If we went and did an absolutely perfect faithful recreation of a person, it would bore the reader to tears. We're carefully cultivating and curating which aspects of a person we're showing them, which invariably means we're leaving out some parts that would make them totally accurate and lifelike. It means we might strip out a bit of something that makes them "super obviously female" because we decide the story doesn't need roadbumps around period pains or retouching your lipstick or dealing with that one bra that never quite fits right, but you can't adjust it because you're in a big meeting and it slowly drives you insane as you realize the meeting's going to go way, way over the 30 minutes they promised, and damn, you gotta pee so bad. Unless that's relevant to the story, we don't use it.

What we want to do is give readers the IMPRESSION that the character is male, or female, or human, or alien, or whatever. It harkens back to giving the reader the impression of dialogue, where you wouldn't do a totally faithful recreation of an actual conversation, because there are so many tangents and meanders and pauses and "wait, what?"s that it would strangle the story.
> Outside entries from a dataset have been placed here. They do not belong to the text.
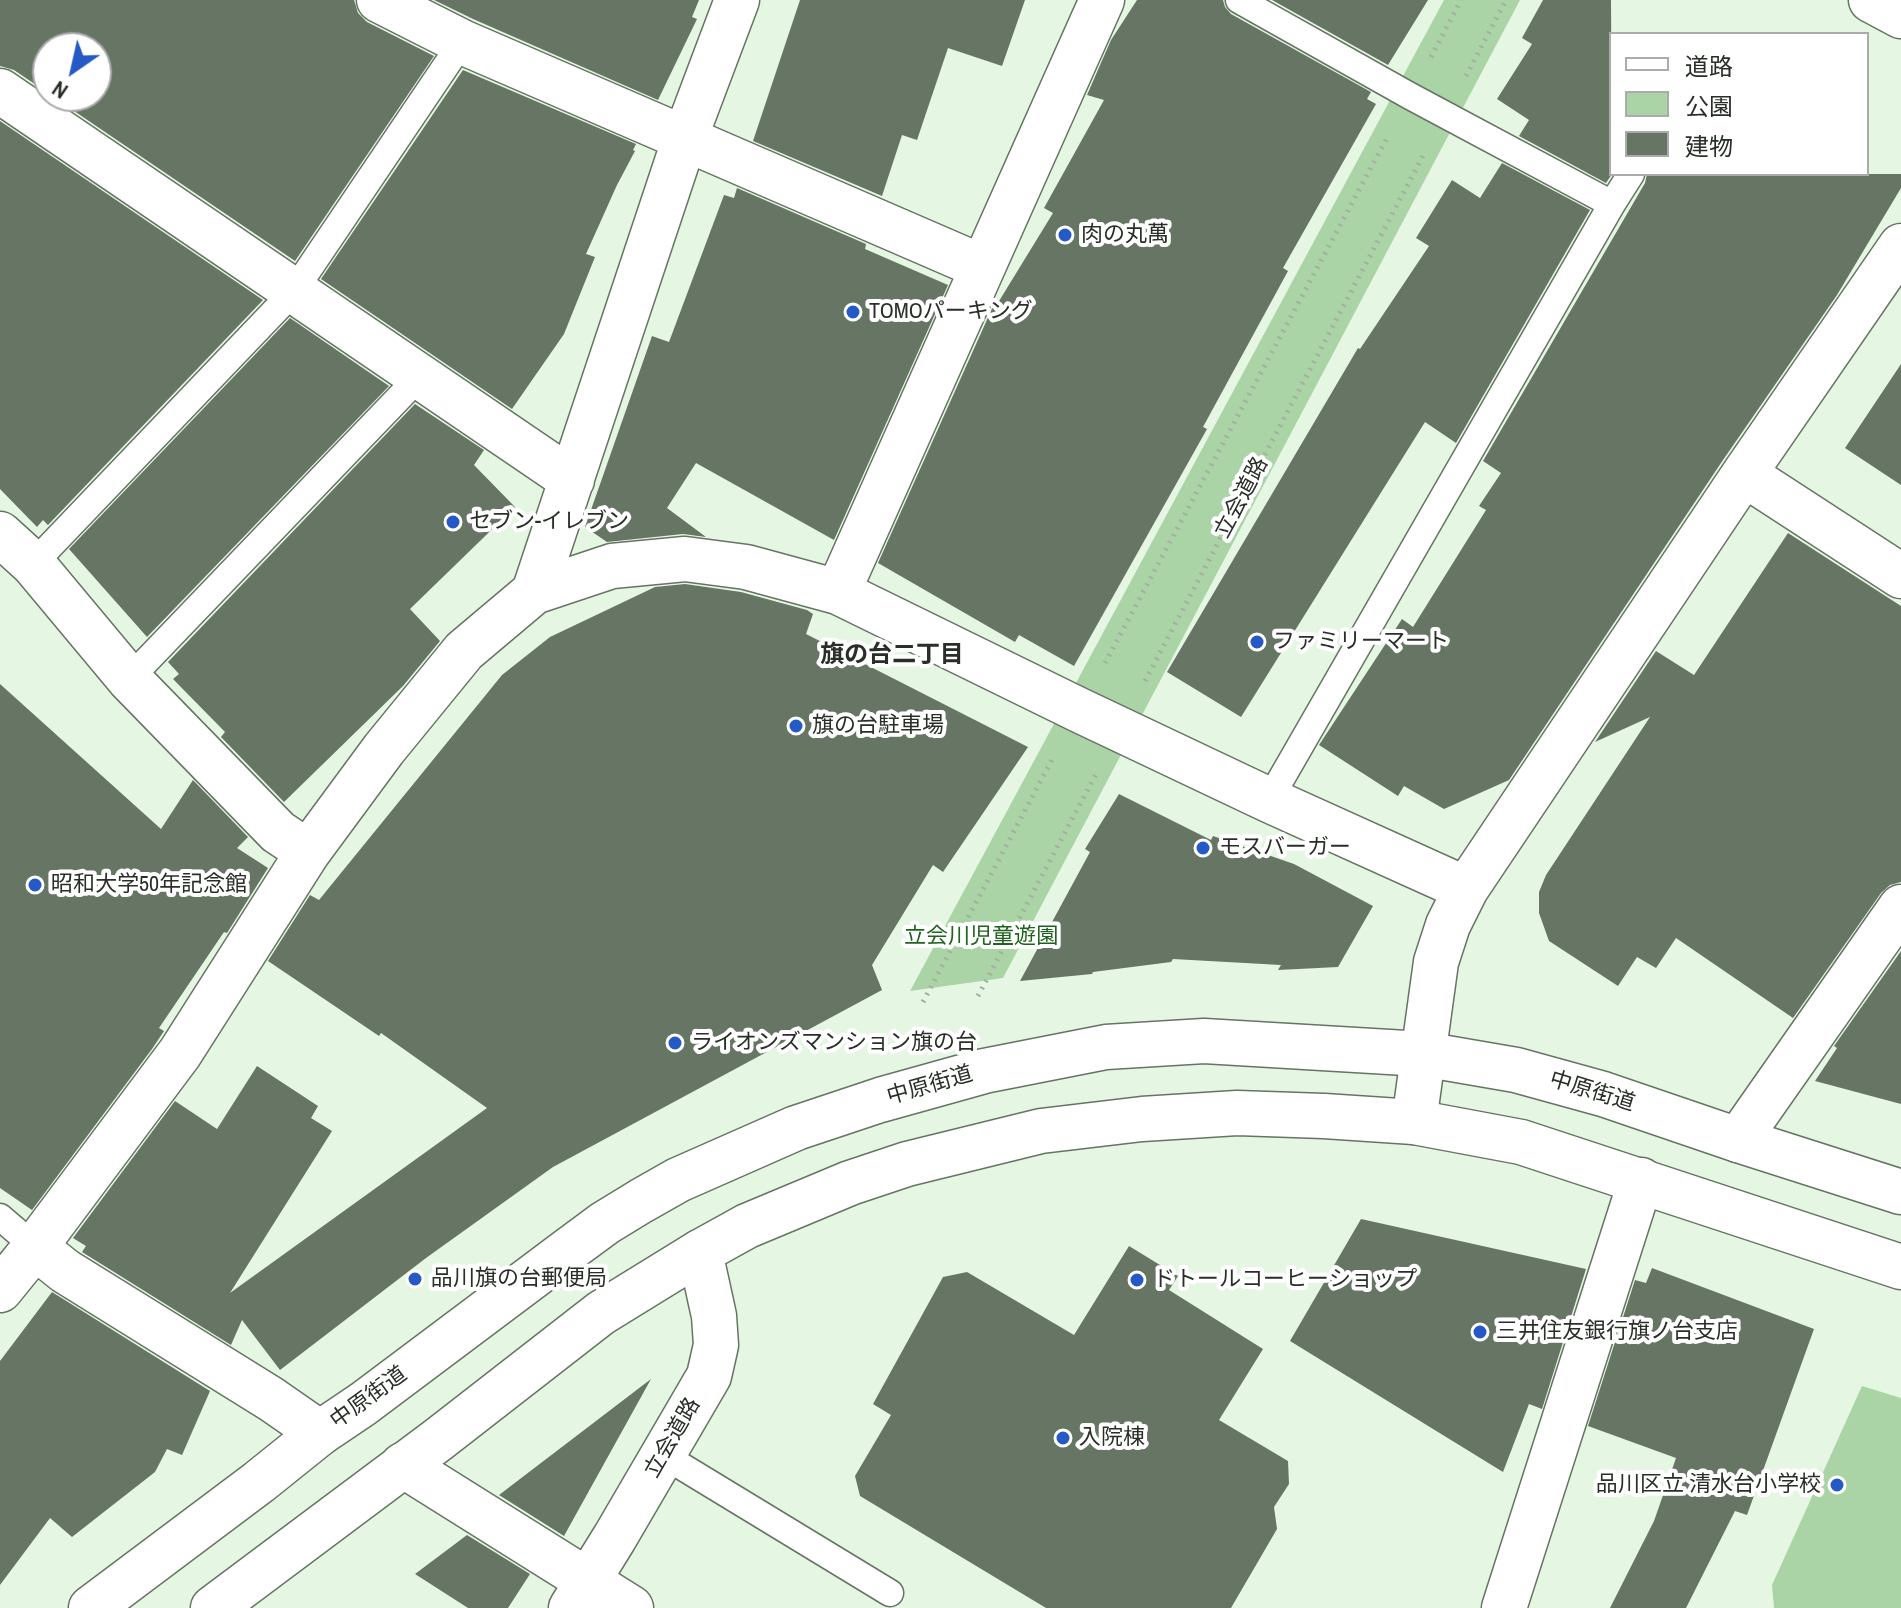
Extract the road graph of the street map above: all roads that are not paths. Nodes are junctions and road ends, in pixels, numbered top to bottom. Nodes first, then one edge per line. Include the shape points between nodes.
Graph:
1 (379, 0) edge
2 (737, 0) edge
3 (1102, 0) edge
4 (1239, 0) edge
5 (1871, 0) edge
6 (1901, 16) edge
7 (462, 42) junction
8 (0, 91) edge
9 (685, 138) junction
10 (1630, 176) edge
11 (1612, 204) junction
12 (1901, 246) edge
13 (982, 267) junction
14 (294, 291) junction
15 (419, 377) junction
16 (1744, 474) junction
17 (572, 480) junction
18 (0, 534) edge
19 (33, 564) junction
20 (1901, 576) edge
21 (534, 592) junction
22 (838, 592) junction
23 (129, 679) junction
24 (1269, 800) junction
25 (308, 852) junction
26 (1466, 889) junction
27 (1901, 907) edge
28 (1423, 1054) junction
29 (1414, 1122) junction
30 (1738, 1140) junction
31 (1641, 1180) junction
32 (1901, 1192) edge
33 (0, 1217) edge
34 (35, 1247) junction
35 (700, 1252) junction
36 (1901, 1267) edge
37 (0, 1290) edge
38 (320, 1433) junction
39 (663, 1455) junction
40 (403, 1465) junction
41 (890, 1593) dead end
42 (579, 1595) edge
43 (91, 1608) edge
44 (213, 1608) edge
45 (631, 1608) edge
46 (1504, 1608) edge

1 - 7 street
2 - 9 street
3 - 13 street
4 - 11 lane
5 - 6 street
7 - 9 street
7 - 14 lane
8 - 14 street
9 - 13 street
9 - 17 street
10 - 11 lane
11 - 24 lane
12 - 16 street
13 - 22 street
14 - 15 street
14 - 19 lane
15 - 17 street
15 - 23 lane
16 - 20 street
16 - 26 street
17 - 21 street
18 - 19 street
19 - 23 street
21 - 22 street via 612,566 685,559 746,567
21 - 25 street via 464,651
22 - 24 street
23 - 25 street via 278,832
24 - 26 street
25 - 34 street via 180,1053
26 - 28 street via 1436,962
27 - 30 street
28 - 29 street
28 - 30 street, 中原街道 via 1516,1070
28 - 38 street, 中原街道 via 1204,1041 1106,1047 984,1071 796,1128 678,1180 605,1223
29 - 31 street via 1521,1142
29 - 35 street via 1237,1113 1041,1131 850,1183
30 - 32 street, 中原街道
31 - 36 street
31 - 46 street
33 - 34 lane
34 - 37 street
34 - 38 street
35 - 39 street, 立会道路 via 716,1345 709,1376
35 - 40 street via 601,1313
38 - 43 street, 中原街道
39 - 41 lane
39 - 42 street, 立会道路
40 - 42 street
40 - 44 street
42 - 45 street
You need to give the shape of a person, and ideally that shape has a lot of depth, and has lots of nuanced contours so the shape isn't just a square with a dick, but something approximating an actual person, but in the end, it's still an approximation, an impression. A (hopefully) very good approximation that comes to life in the reader's mind, but an approximation all the same.
 
roadbumps around period pains or retouching your lipstick or dealing with that one bra that never quite fits right, but you can't adjust it because you're in a big meeting and it slowly drives you insane as you realize the meeting's going to go way, way over the 30 minutes they promised, and damn, you gotta pee so bad.
Can I interest you in writing 2P POV?
 
I've been tempted to add to this thread several times, but having published only one story here. Same mfc and mmc covered in 25 chapters, so they're pretty well defined as to their preferences, personalities and general POV, so my experience in writing male and female characters is a highly limited sample.
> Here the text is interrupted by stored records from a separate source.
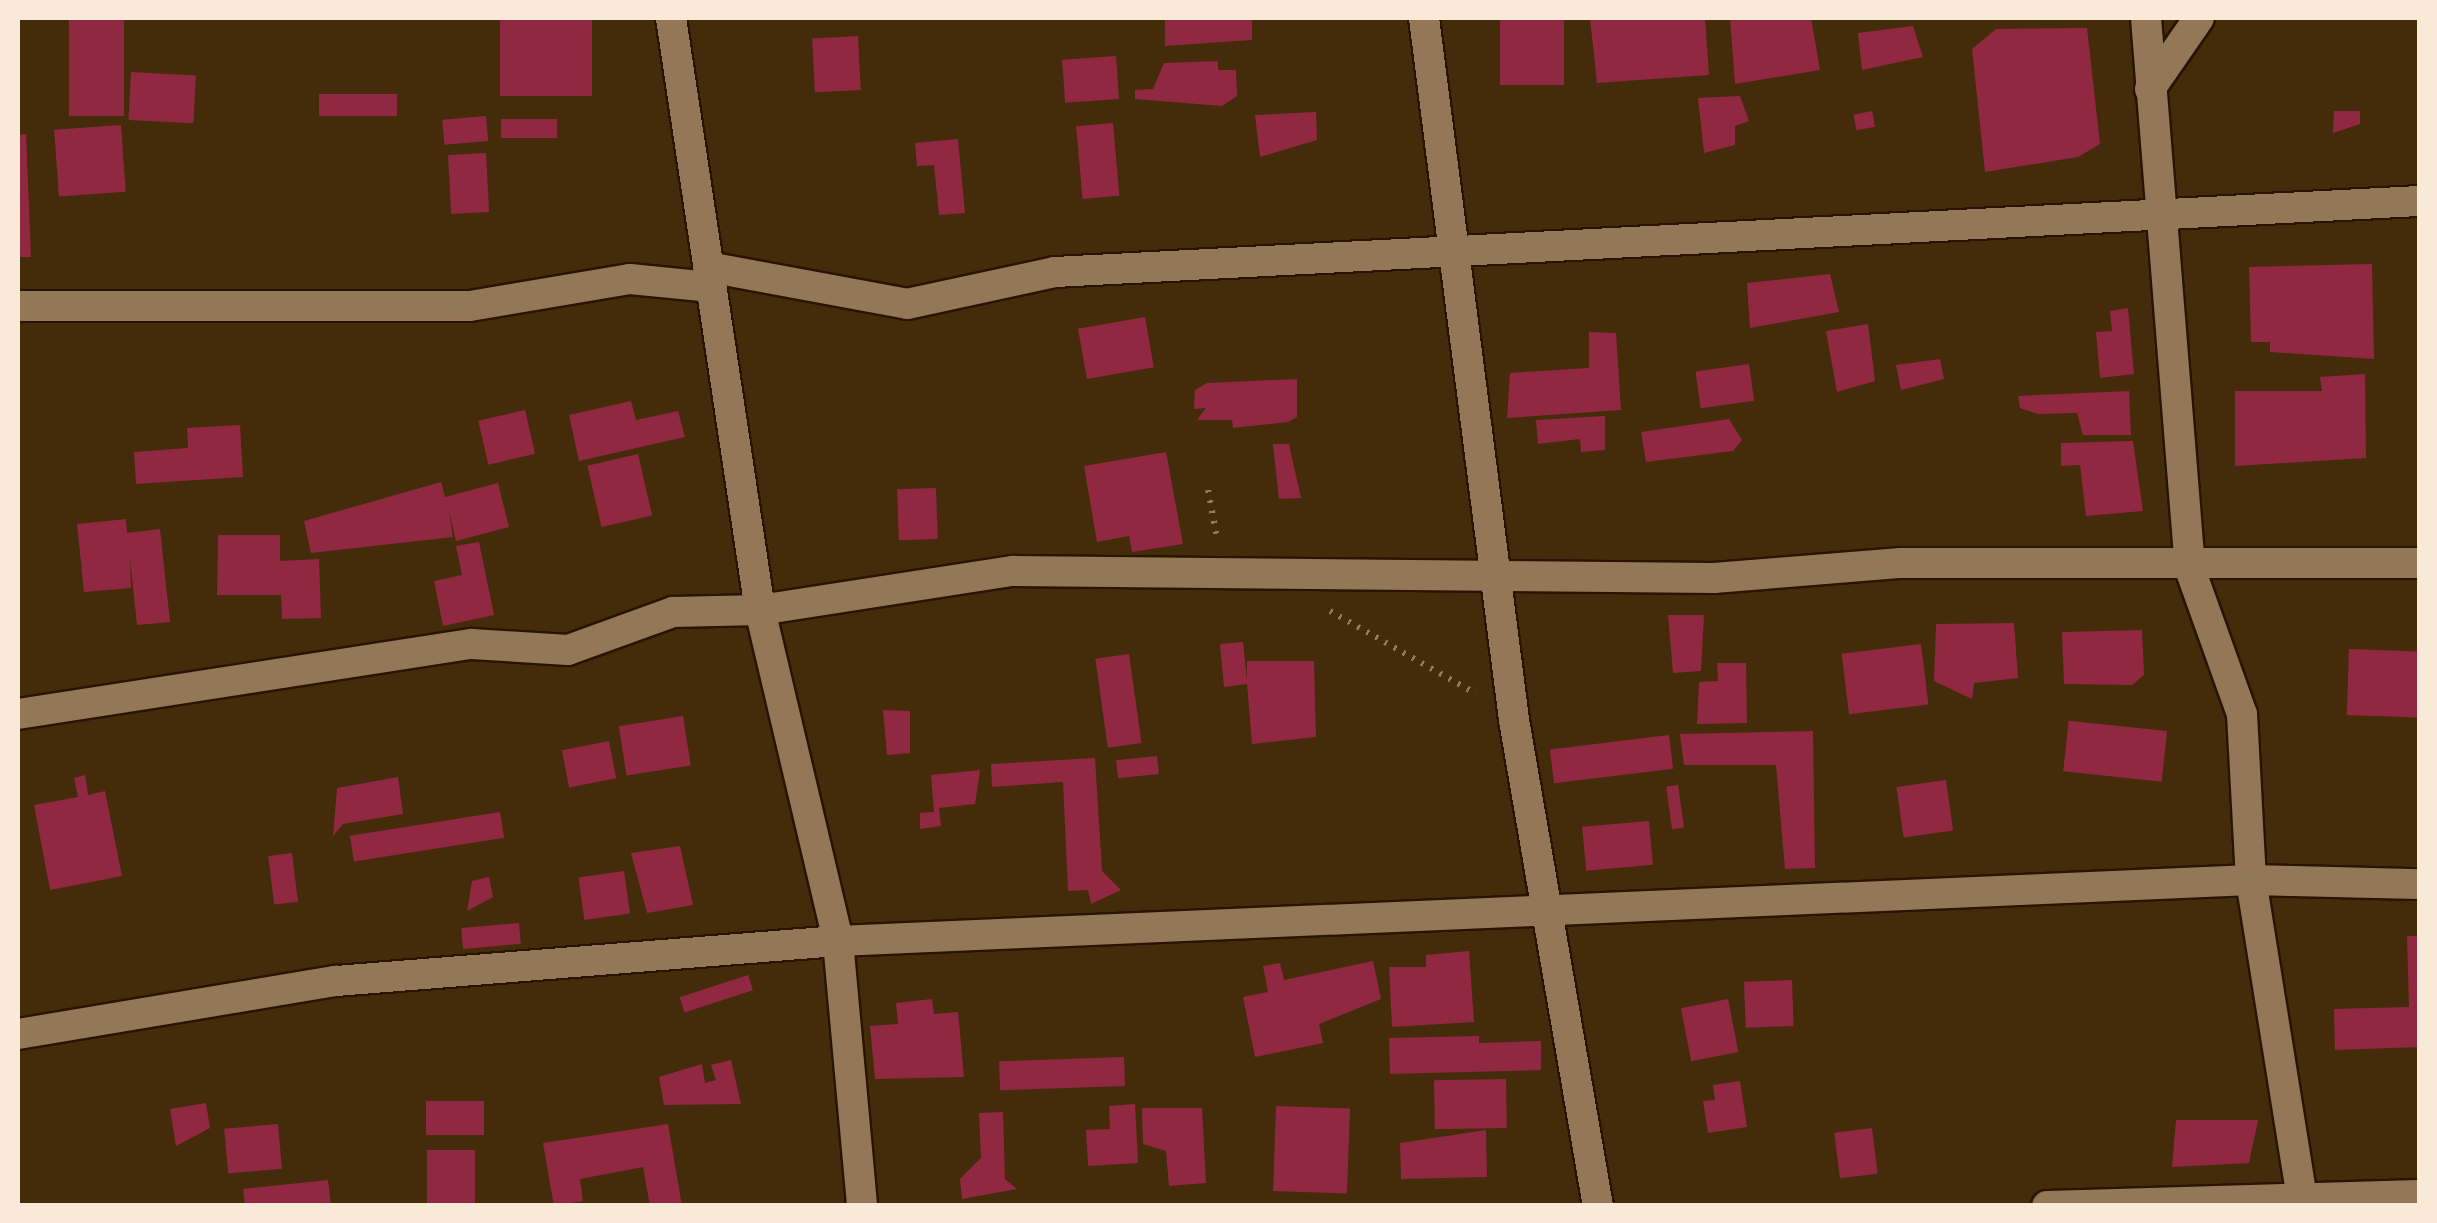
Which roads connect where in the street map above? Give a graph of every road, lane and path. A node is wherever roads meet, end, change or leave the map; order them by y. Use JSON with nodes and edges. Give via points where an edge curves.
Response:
{"nodes":[{"id":1,"x":671,"y":18,"type":"edge"},
{"id":2,"x":1424,"y":18,"type":"edge"},
{"id":3,"x":2146,"y":18,"type":"edge"},
{"id":4,"x":2200,"y":18,"type":"edge"},
{"id":5,"x":2150,"y":90,"type":"junction"},
{"id":6,"x":2420,"y":202,"type":"edge"},
{"id":7,"x":2155,"y":214,"type":"junction"},
{"id":8,"x":1452,"y":245,"type":"junction"},
{"id":9,"x":709,"y":277,"type":"junction"},
{"id":10,"x":18,"y":306,"type":"edge"},
{"id":11,"x":1208,"y":490,"type":"dead end"},
{"id":12,"x":2420,"y":563,"type":"edge"},
{"id":13,"x":2190,"y":569,"type":"junction"},
{"id":14,"x":1254,"y":577,"type":"junction"},
{"id":15,"x":1494,"y":578,"type":"junction"},
{"id":16,"x":1318,"y":606,"type":"dead end"},
{"id":17,"x":760,"y":610,"type":"junction"},
{"id":18,"x":18,"y":714,"type":"edge"},
{"id":19,"x":1514,"y":720,"type":"junction"},
{"id":20,"x":2251,"y":880,"type":"junction"},
{"id":21,"x":2420,"y":884,"type":"edge"},
{"id":22,"x":1549,"y":906,"type":"junction"},
{"id":23,"x":838,"y":941,"type":"junction"},
{"id":24,"x":18,"y":1034,"type":"edge"},
{"id":25,"x":2420,"y":1194,"type":"edge"},
{"id":26,"x":2302,"y":1200,"type":"edge"},
{"id":27,"x":862,"y":1206,"type":"edge"},
{"id":28,"x":1598,"y":1206,"type":"edge"},
{"id":29,"x":2047,"y":1206,"type":"edge"}],
"edges":[{"from":1,"to":9,"type":"street"},
{"from":2,"to":8,"type":"street"},
{"from":3,"to":5,"type":"street"},
{"from":4,"to":5,"type":"street"},
{"from":5,"to":7,"type":"street"},
{"from":6,"to":7,"type":"street"},
{"from":7,"to":8,"type":"street"},
{"from":7,"to":13,"type":"street"},
{"from":8,"to":9,"type":"street","via":[[1054,272],[907,304]]},
{"from":8,"to":15,"type":"street"},
{"from":9,"to":10,"type":"street","via":[[630,279],[470,306]]},
{"from":9,"to":17,"type":"street"},
{"from":11,"to":14,"type":"path","via":[[1214,535]]},
{"from":12,"to":13,"type":"street"},
{"from":13,"to":15,"type":"street","via":[[1900,563],[1714,578]]},
{"from":13,"to":20,"type":"street","via":[[2242,714]]},
{"from":14,"to":15,"type":"street"},
{"from":14,"to":17,"type":"street","via":[[1013,571]]},
{"from":15,"to":19,"type":"street"},
{"from":16,"to":19,"type":"path"},
{"from":17,"to":18,"type":"street","via":[[674,612],[568,650],[472,644]]},
{"from":17,"to":23,"type":"street"},
{"from":19,"to":22,"type":"street"},
{"from":20,"to":21,"type":"street"},
{"from":20,"to":22,"type":"street","via":[[1903,901]]},
{"from":20,"to":26,"type":"street"},
{"from":22,"to":23,"type":"street"},
{"from":22,"to":28,"type":"street"},
{"from":23,"to":24,"type":"street","via":[[336,981]]},
{"from":23,"to":27,"type":"street"},
{"from":25,"to":26,"type":"street"},
{"from":26,"to":29,"type":"street"}]}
As a woman, I believe the my mfc is "womanly," as I write from my experience.

Obviously, not all orgasms are created equally. Depending on the situation (that's why we have multiple categories, right?), the stimuli driving it are different (both physically and mentally).

How any one individual responds to these vary, so how can we say that one FC's experience with [pick a category EC, Anal, R/NC, BDSM, E&V, etc.] be more "truly" female than another's?
I think for your own self esteem, if you’re going vertical that hard instead of horizontal in your writing, you should consider word count rather than distinct stories. Looks like most of your chapters are over 10k so you’ve published a quarter million lines.

Also most of us are readers before writers, and while some people will tell you “write for yourself and fuck everyone else”? Come on. That’s a very isolating self defense mechanism. Of course we want to share. Otherwise we’d leave it in our desk for our survivors to publish after we are gone. It doesn’t matter if “everyone” likes it, but someone should.
 
LBD envy would work too. Because they’re short and usually simple.
Yeah - might have a slight LBD fixation. If your legs aren’t long, a short dress or skirt can help you compensate 😬.

Real life scene:

“Um… don’t you have, like five of those already.”

I fix him with ‘the look.’

“And why not get the sixth…?”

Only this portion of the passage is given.